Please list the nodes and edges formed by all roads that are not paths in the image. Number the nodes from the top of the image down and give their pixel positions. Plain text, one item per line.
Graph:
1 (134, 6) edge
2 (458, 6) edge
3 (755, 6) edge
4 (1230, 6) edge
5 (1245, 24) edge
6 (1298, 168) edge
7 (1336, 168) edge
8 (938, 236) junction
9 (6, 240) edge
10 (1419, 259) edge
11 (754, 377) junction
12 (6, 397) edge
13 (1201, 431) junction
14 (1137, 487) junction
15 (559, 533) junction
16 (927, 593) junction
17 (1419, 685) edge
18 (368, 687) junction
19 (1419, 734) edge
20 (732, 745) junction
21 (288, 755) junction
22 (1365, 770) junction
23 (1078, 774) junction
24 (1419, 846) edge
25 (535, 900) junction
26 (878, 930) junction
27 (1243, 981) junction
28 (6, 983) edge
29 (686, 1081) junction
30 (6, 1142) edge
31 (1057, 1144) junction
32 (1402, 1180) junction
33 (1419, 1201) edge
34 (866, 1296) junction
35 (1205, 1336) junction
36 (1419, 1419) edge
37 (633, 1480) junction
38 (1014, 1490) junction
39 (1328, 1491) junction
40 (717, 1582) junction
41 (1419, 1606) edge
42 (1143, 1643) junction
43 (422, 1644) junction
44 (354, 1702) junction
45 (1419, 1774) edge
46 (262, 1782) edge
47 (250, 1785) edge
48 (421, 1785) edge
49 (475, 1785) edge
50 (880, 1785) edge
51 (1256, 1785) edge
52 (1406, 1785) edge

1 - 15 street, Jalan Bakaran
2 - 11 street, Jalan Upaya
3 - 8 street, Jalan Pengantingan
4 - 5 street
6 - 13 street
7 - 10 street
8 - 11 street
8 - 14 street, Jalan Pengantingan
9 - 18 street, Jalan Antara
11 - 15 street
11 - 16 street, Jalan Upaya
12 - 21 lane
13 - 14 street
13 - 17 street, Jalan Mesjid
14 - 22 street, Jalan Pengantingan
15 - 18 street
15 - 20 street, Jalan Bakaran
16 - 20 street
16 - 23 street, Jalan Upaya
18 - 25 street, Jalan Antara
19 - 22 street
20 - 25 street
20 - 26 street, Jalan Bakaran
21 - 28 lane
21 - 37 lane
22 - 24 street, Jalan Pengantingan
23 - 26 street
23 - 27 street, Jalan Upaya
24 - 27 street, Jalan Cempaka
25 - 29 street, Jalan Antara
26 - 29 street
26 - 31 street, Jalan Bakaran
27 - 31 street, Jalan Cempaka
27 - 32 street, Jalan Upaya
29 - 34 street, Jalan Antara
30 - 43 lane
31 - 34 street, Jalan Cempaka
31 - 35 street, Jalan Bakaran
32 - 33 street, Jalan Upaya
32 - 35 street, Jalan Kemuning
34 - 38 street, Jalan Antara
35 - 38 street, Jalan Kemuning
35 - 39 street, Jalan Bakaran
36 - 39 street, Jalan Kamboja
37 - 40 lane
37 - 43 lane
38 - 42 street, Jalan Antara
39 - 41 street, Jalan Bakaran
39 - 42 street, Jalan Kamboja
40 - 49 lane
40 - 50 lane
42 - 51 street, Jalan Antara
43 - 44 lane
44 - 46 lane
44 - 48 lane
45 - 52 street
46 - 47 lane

WHAT THE TASK ASKS -
The lines above that include "Upaya" should each be listed.

EXPECTED ANSWER -
2 - 11 street, Jalan Upaya
11 - 16 street, Jalan Upaya
16 - 23 street, Jalan Upaya
23 - 27 street, Jalan Upaya
27 - 32 street, Jalan Upaya
32 - 33 street, Jalan Upaya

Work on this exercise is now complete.